授業において最も印象に残った言葉は、「江島様にとっての『development』とは何ですか」というプレゼン班からの最後の質問に対するご返答である。「発展途上国の人々が明日の食べ物を心配するのではなく、5年後、10年後の子どもや国を考えられる社会であるようにすること。」この言葉より、目先の建設工事や食糧支援よりも、子どもや孫を考えた教育や医療などへの投資による開発の重要性を強く感じた。そして、持続可能な開発の大切さも考えることができた。

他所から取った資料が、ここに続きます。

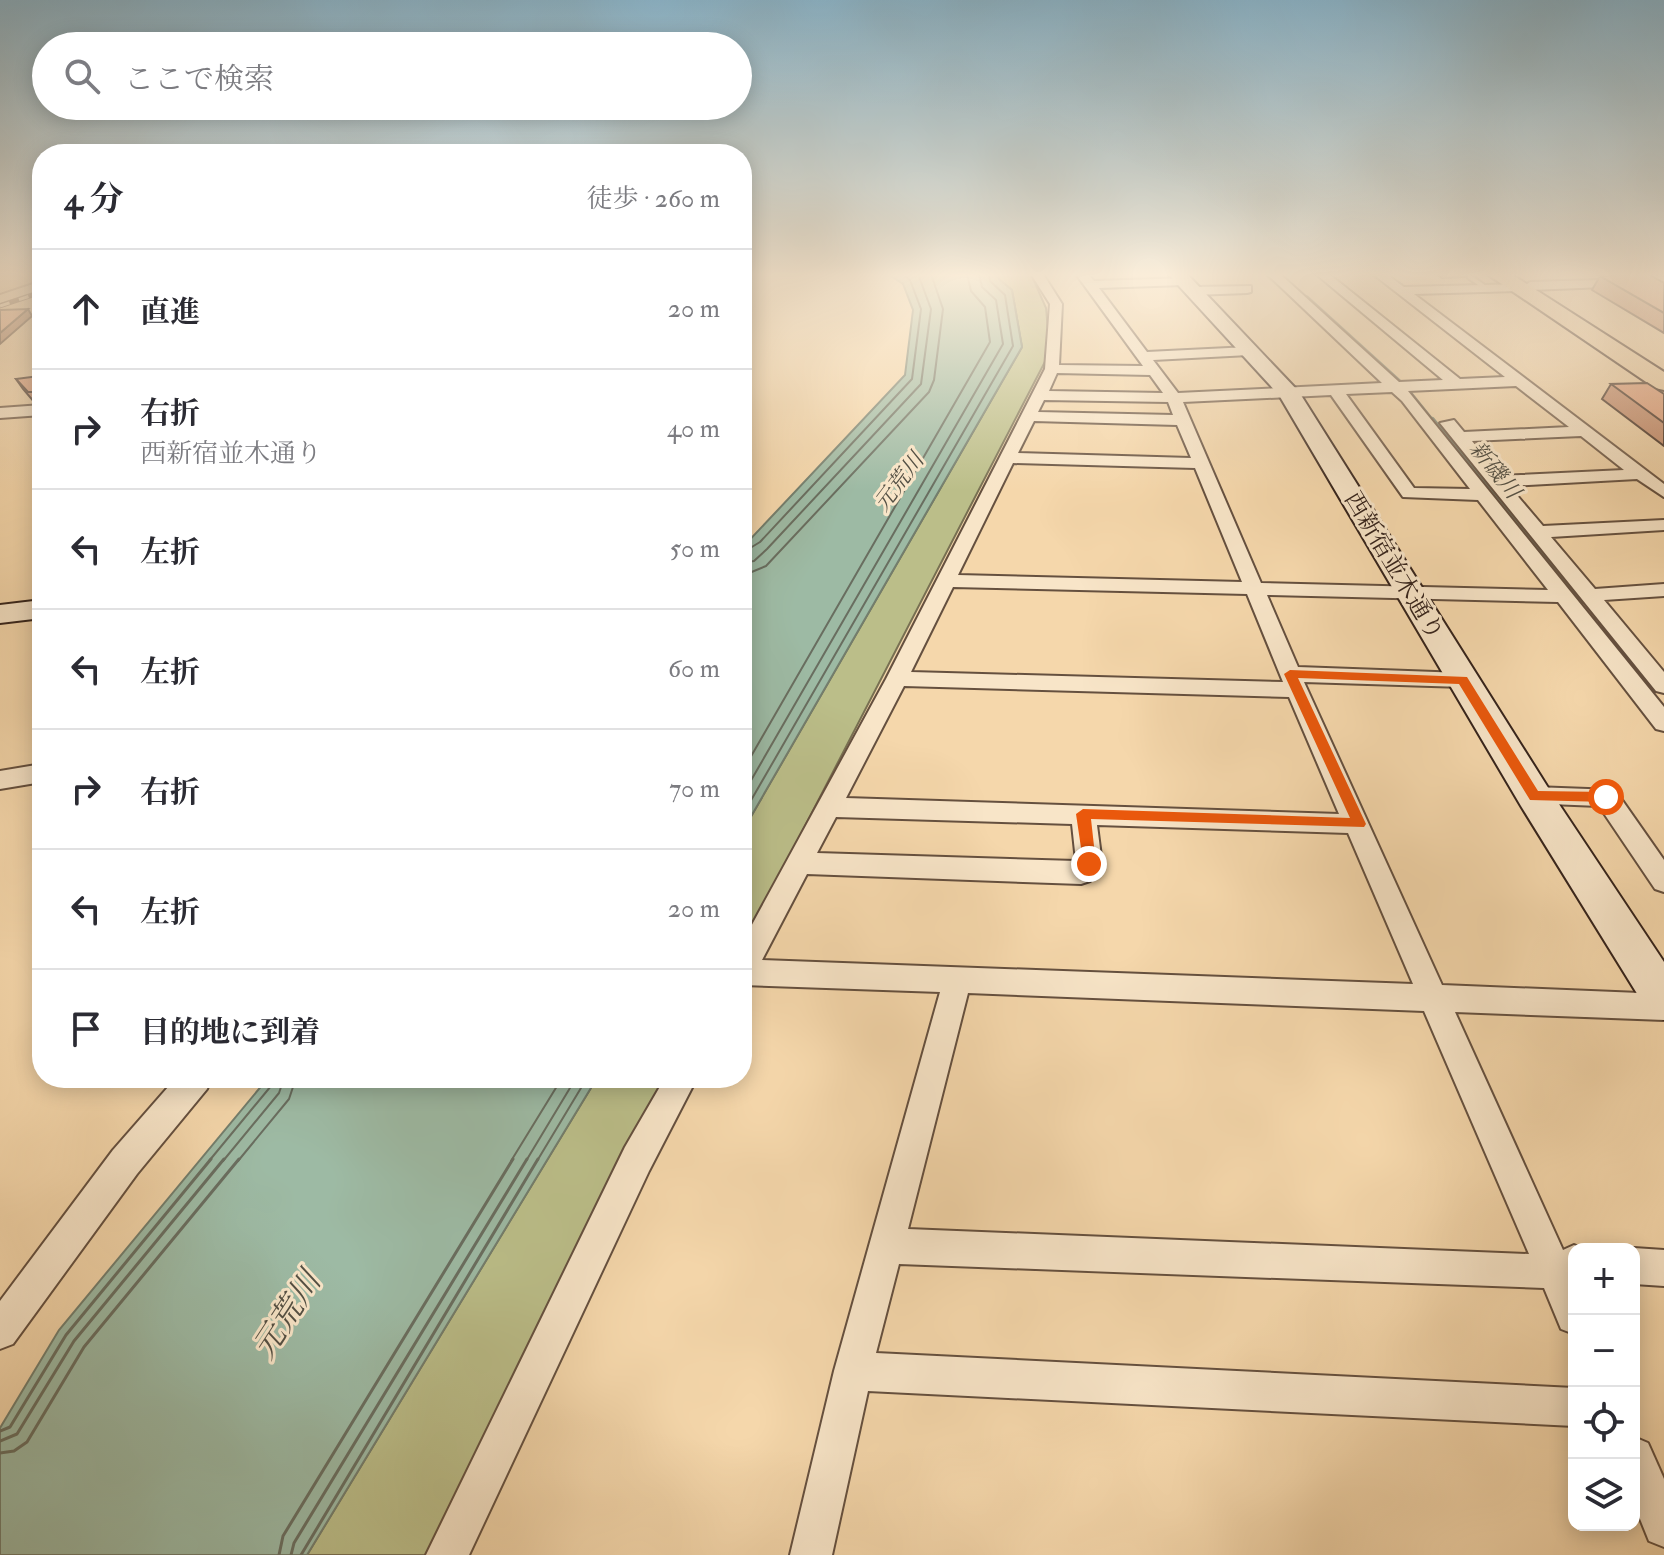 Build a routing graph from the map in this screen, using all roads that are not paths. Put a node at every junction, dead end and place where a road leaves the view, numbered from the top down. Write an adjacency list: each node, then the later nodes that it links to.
1 (1053, 347): 12 (street)
2 (1136, 347): 11 (street)
3 (1245, 347): 10 (street, 西新宿並木通り)
4 (1353, 347): 19 (street)
5 (1372, 347): 18 (street)
6 (1410, 347): 17 (street)
7 (1474, 347): 15 (street)
8 (1612, 347): 16 (main road)
9 (1623, 347): 14 (main road)
10 (1249, 351): 11 (street); 21 (street, 西新宿並木通り)
11 (1143, 356): 13 (street)
12 (1052, 369): 13 (street); 22 (street)
13 (1154, 371): 23 (street)
14 (1664, 372)
15 (1519, 381): 17 (street); 28 (street)
16 (1664, 383)
17 (1456, 384): 18 (street)
18 (1417, 386): 19 (street); 29 (street)
19 (1398, 387): 20 (street); 33 (street)
20 (1335, 390): 21 (street); 33 (street)
21 (1288, 392): 23 (street); 40 (street, 西新宿並木通り)
22 (1039, 395): 23 (street); 26 (street)
23 (1174, 398): 27 (street)
24 (32, 411): 25 (street)
25 (0, 413)
26 (1026, 416): 27 (street); 30 (street)
27 (1183, 420): 31 (street)
28 (1584, 431): 29 (street); 32 (street)
29 (1460, 437): 33 (street)
30 (1008, 458): 31 (street); 37 (street)
31 (1201, 463): 38 (street)
32 (1640, 474): 33 (street); 34 (street)
33 (1490, 488): 36 (street); 42 (street)
34 (1664, 492)
35 (1664, 525): 36 (street)
36 (1538, 532): 41 (street)
37 (944, 581): 38 (street); 45 (street)
38 (1257, 588): 40 (street); 47 (street)
39 (1664, 590): 41 (street)
40 (1412, 593): 42 (street); 46 (street, 西新宿並木通り)
41 (1590, 595): 48 (street)
42 (1563, 596): 49 (street)
43 (32, 610): 44 (street)
44 (0, 614)
45 (897, 679): 47 (street); 53 (street)
46 (1463, 680): 47 (street); 52 (street, 西新宿並木通り)
47 (1294, 682): 55 (street)
48 (1664, 686)
49 (1664, 723)
50 (32, 775): 51 (street)
51 (0, 780)
52 (1534, 796): 57 (street); 62 (street, 西新宿並木通り)
53 (826, 807): 54 (street); 56 (street)
54 (1083, 814): 55 (street); 56 (street)
55 (1359, 824): 61 (street)
56 (799, 863): 58 (street)
57 (1664, 881)
58 (752, 952)
59 (752, 971): 60 (street)
60 (957, 981): 61 (street); 66 (street)
61 (1434, 999): 63 (street); 68 (street)
62 (1664, 999)
63 (1664, 1007)
64 (188, 1088): 71 (street)
65 (676, 1088): 76 (street)
66 (886, 1246): 68 (street); 72 (street)
67 (1640, 1266): 69 (street)
68 (1564, 1267): 70 (street)
69 (1664, 1268)
70 (1574, 1315)
71 (0, 1331)
72 (853, 1371): 73 (street); 77 (street)
73 (1568, 1407)
74 (1635, 1459): 75 (street)
75 (1664, 1526)
76 (447, 1555)
77 (811, 1555)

また、プレゼン班の内容の、要請主義的ではなく共同形成主義的なプロジェクトを、といった結論の提示同様、私がリサーチしたなかでもJBICは今まであまり現地の人の声を聞いていなかったのではないか、という印象を持っていたので、是非この点についてのご意見を伺いたいと思っていた。実際に江島様の「100億円のプロジェクトも1つの会話から」というお話から、地元住人の声をしっかりと聞いていることが分かり、自分の考えが大きな誤解であったと気が付いた。日本のODAやNGOでは草の根が盛んに叫ばれているが、私には今一つ遠い言葉であった。しかし、スリランカにおいて、JBICの代表であり、現地での対応はJBICの対応であると受け止められるという責任重大な立場にいらっしゃった江島様より直接お話を伺うことにより、地元での草の根の努力が開発の成功の大きなカギとなることに実感が湧いた。このお話のなかにあった、「現地の人との対話を通して開発を進める」「原則全員に要望・意見を聞く」そして「これらの経験をして初めて気付くことを大切にする」これらの貴重な体験談から、JBICなどのODAにとどまらず、人と人との係わり合いの基本も教わることができた。
スリランカの津波支援に対する寄付金が巨額であったというお話も興味深かった。スリランカには余るほどの寄付金が集まったのに対し、パキスタンやスーダンへの支援はあまり寄付金が集まらなかったことにとても驚き、スリランカには白人の外国人が多かったためという理由には衝撃を受けた。同じ民族に対しては世界中から支援が集まるが、言葉も習慣も異なる民族に対しては支援を行わない。私は災害の支援にも人種差別がある現状を知らなかった。自分と似ているから助ける、全く異なっているから見向きもしないではなく、自分が生きている地球の災害であるという意識を持って支援活動に臨む人を増やすにはどうしたらよいのか、しっかりと考えていかなければならない問題であるが、非常に難しい問題ではある。
また、津波支援に関して、小・中期的資金協力のお話も出ていた。私は日本が津波支援に非常に協力的なことはリサーチの上で知っていたが、欧米が緊急事態への対応の段階で止めてしまったことに対し、日本は新しい小・中期的資金協力計画をうち立て、援助を続けていることは新しい知識であった。普段耳にするニュースでは知ることのできない現場の事実である。
江島様のお話により、馴染みの薄かったJBICを身近に感じることができた。資料を調べているだけでは知りえない、現地で活動なされたからこそお聞きすることのできる貴重な体験談を伺う機会を与えて下さった江島様に、心よりお礼申し上げたい。